Agilent OpenLab CDS for Automated High Throughput Purity Assessment Using Mass Spectrometry

Significance of the Topic

Purity assessment of chemical samples is a critical step across organic synthesis, pharmaceutical development, formulation optimization, and QA/QC laboratories. Accurate determination of sample purity ensures reliable yield estimates, confirms compound identity before biological testing, supports formulation stability studies, and validates that intermediates and final products meet regulatory quality standards. High-throughput methods with minimal manual interpretation empower bench chemists to make rapid decisions without relying on central analytical services.

Objectives and Study Overview

This application note describes how Agilent OpenLab CDS software, in combination with an InfinityLab LC/MSD XT system, automates compound confirmation and purity determination workflows. Using a simulated degradation experiment, six pharmaceutical standards stored under refrigeration for four months were analyzed by LC/MS. The goal was to demonstrate a fully automated process—from data acquisition to reporting—that identifies target compounds, calculates purity levels, and highlights degraded samples within a batch.

Methodology and Applied Instrumentation

Standards of Buspirone, Amitriptyline, Nefazodone, Clopidogrel, Paclitaxel, and Fosinopril were prepared at 1 mg/mL in acetonitrile, stored for four months, then diluted to 20 ng/μL in 20% ACN. A 4-minute generic LC method on a 2.1 × 50 mm Poroshell 120 EC-C18 column employed water/ACN with 0.1% formic acid. The Agilent InfinityLab single-quadrupole LC/MSD XT, equipped with an ESI source and Jet Stream technology, acquired full-scan data (100–900 m/z) at 2 scans/s in positive mode. OpenLab CDS v2.2 managed sequence setup, target mass entry, automated processing, and report generation.

Main Results and Discussion

Compound confirmation relied on extracted ion chromatograms (EICs) for [M+H]+ (and potential adducts) overlapping with total ion chromatogram (TIC) peaks. Purity was calculated by comparing the sum of target-ion peak areas to total signal. For example, Paclitaxel’s EIC area of 950,000 counts versus 1,000,000 total counts yielded 95% purity by TIC. A predefined 80% cutoff was applied across the batch.
OpenLab CDS produced color-coded batch summaries identifying four compounds above the cutoff and two below. Detailed review of individual samples provided EIC/TIC/UV traces and mass spectra for impurity characterization. Automated report templates delivered clear, colored indications of compound presence and pass/fail purity status.

Benefits and Practical Applications

• Enables bench-level purity testing without expert MS interpretation.
• Reduces laboratory footprint by stacking MSD with LC modules.
• Streamlines workflow through automated data processing and color-coded reporting.
• Allows rapid reprocessing by updating target masses without reinjection.
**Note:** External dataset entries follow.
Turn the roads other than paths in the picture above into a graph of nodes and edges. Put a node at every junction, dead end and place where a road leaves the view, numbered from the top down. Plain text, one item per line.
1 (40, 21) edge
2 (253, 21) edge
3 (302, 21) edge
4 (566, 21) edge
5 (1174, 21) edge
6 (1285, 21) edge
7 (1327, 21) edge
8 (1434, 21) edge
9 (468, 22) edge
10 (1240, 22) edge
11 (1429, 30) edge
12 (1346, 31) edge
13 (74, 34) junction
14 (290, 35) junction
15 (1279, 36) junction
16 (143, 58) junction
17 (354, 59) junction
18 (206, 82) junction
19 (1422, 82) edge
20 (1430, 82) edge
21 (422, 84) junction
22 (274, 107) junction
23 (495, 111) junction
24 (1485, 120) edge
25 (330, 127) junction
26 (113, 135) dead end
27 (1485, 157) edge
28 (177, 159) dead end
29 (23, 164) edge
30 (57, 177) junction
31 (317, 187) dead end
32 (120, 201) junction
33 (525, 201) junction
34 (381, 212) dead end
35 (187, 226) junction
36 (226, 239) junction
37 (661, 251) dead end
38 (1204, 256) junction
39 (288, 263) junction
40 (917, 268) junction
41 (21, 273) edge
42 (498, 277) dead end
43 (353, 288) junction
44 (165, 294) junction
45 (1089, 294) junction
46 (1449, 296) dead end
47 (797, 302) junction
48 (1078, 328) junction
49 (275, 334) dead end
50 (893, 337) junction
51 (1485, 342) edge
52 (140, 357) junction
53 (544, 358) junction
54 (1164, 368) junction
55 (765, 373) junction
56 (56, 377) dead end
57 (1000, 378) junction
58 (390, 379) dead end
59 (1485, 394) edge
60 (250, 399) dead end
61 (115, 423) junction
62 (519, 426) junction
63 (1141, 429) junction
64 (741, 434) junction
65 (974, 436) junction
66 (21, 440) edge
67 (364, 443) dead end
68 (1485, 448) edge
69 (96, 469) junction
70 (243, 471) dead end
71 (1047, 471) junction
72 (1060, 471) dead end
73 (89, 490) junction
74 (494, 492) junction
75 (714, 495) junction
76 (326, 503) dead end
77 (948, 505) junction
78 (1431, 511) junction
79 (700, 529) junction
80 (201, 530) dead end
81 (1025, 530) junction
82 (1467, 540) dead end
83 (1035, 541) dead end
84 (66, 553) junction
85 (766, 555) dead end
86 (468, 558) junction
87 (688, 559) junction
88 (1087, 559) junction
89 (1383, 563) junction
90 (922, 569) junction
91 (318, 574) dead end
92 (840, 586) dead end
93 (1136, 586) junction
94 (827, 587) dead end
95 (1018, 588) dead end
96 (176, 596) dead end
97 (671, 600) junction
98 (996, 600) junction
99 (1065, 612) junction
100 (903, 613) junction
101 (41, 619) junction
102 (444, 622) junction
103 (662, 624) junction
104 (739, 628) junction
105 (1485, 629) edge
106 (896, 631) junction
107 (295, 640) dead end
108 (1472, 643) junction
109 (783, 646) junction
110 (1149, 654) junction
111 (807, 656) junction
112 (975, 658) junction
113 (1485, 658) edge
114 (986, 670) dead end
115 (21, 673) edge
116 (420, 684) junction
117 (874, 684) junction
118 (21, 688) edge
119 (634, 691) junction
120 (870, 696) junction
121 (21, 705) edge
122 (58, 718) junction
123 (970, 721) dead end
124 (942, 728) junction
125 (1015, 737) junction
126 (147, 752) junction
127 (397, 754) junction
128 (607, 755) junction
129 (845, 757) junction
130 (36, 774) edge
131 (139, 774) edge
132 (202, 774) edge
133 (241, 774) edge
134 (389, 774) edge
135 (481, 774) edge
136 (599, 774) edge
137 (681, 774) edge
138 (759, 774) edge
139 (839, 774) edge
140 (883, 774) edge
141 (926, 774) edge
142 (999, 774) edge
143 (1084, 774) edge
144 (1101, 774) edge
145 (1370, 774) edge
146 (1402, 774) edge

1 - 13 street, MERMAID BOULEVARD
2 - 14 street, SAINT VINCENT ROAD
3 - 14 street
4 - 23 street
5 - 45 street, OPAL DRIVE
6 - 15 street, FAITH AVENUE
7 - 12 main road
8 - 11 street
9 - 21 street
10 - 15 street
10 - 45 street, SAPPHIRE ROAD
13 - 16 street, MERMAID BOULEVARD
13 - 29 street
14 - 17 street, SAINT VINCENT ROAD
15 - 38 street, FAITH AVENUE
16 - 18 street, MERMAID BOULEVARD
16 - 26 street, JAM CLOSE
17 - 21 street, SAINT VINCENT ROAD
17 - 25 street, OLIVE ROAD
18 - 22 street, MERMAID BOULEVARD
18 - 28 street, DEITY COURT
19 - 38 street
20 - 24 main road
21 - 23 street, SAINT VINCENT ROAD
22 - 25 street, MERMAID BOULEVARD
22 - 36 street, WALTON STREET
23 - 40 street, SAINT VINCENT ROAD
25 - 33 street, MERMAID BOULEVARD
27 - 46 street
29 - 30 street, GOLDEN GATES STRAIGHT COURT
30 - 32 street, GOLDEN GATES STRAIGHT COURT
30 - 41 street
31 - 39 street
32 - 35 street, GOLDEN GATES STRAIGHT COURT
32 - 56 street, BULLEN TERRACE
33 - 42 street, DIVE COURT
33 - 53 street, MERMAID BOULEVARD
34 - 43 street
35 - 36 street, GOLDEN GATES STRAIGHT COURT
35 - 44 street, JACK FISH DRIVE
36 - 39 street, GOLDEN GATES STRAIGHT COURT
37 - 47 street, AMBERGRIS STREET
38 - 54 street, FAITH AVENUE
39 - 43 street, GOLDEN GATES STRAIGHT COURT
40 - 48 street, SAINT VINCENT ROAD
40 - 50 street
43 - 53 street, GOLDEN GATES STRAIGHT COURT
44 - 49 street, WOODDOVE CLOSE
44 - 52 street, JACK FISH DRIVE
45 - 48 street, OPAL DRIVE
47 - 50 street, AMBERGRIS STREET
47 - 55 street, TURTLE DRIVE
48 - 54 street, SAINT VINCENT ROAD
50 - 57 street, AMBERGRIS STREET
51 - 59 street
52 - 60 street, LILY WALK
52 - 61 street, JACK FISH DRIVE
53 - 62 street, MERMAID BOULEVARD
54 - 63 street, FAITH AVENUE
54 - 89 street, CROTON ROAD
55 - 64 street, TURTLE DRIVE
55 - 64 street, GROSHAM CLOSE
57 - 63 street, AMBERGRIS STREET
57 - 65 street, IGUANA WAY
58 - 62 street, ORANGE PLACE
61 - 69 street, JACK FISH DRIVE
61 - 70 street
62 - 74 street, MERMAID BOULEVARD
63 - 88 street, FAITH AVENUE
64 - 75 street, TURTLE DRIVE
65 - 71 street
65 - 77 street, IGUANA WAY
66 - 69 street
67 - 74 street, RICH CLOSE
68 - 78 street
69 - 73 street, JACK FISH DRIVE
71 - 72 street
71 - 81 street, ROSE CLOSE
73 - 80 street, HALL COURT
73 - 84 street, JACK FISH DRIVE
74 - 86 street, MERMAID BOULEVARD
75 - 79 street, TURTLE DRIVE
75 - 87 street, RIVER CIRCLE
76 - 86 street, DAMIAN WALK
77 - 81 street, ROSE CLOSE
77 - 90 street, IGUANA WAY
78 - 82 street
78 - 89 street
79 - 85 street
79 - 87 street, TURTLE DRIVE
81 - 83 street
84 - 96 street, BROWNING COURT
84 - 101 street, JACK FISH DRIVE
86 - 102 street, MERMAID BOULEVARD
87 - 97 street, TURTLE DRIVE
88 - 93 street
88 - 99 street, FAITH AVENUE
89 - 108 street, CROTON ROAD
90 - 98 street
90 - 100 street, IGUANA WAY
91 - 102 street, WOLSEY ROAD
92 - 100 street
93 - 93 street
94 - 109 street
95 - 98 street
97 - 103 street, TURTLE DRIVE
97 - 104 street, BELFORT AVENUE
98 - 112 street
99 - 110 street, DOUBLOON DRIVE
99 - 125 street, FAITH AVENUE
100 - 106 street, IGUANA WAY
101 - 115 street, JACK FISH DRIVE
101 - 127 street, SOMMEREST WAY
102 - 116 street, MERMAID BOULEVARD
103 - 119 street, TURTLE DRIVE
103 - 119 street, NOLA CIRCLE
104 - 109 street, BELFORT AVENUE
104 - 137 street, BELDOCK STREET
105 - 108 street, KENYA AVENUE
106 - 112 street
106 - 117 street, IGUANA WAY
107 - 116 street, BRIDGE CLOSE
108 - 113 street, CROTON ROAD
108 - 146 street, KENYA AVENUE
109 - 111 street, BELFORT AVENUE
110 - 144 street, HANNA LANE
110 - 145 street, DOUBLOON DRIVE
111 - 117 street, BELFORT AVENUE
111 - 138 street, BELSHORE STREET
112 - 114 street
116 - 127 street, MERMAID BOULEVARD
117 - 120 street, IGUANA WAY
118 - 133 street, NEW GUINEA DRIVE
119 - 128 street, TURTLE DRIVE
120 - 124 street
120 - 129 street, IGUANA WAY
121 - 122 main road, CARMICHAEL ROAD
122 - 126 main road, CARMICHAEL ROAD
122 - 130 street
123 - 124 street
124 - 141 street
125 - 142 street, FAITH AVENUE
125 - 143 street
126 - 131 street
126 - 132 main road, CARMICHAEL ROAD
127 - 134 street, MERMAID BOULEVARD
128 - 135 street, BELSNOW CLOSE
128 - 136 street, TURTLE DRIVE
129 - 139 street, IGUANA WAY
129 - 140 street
Future Trends and Potential Uses

Emerging applications may integrate additional universal detectors (e.g., ELSD) in series with MS for multi-detector purity assessment. Advanced data analytics and machine learning could enhance impurity profiling and automate method optimization. Further miniaturization and cloud-based data sharing promise even higher throughput and remote collaboration for real-time decision-making.

Conclusion

The combination of Agilent OpenLab CDS and InfinityLab LC/MSD XT delivers a robust, fully automated solution for high-throughput sample purity assessment. By minimizing manual interpretation and leveraging color-coded reports, this workflow empowers chemists to confirm compound identity and purity quickly and reliably, improving laboratory productivity and decision-making efficiency.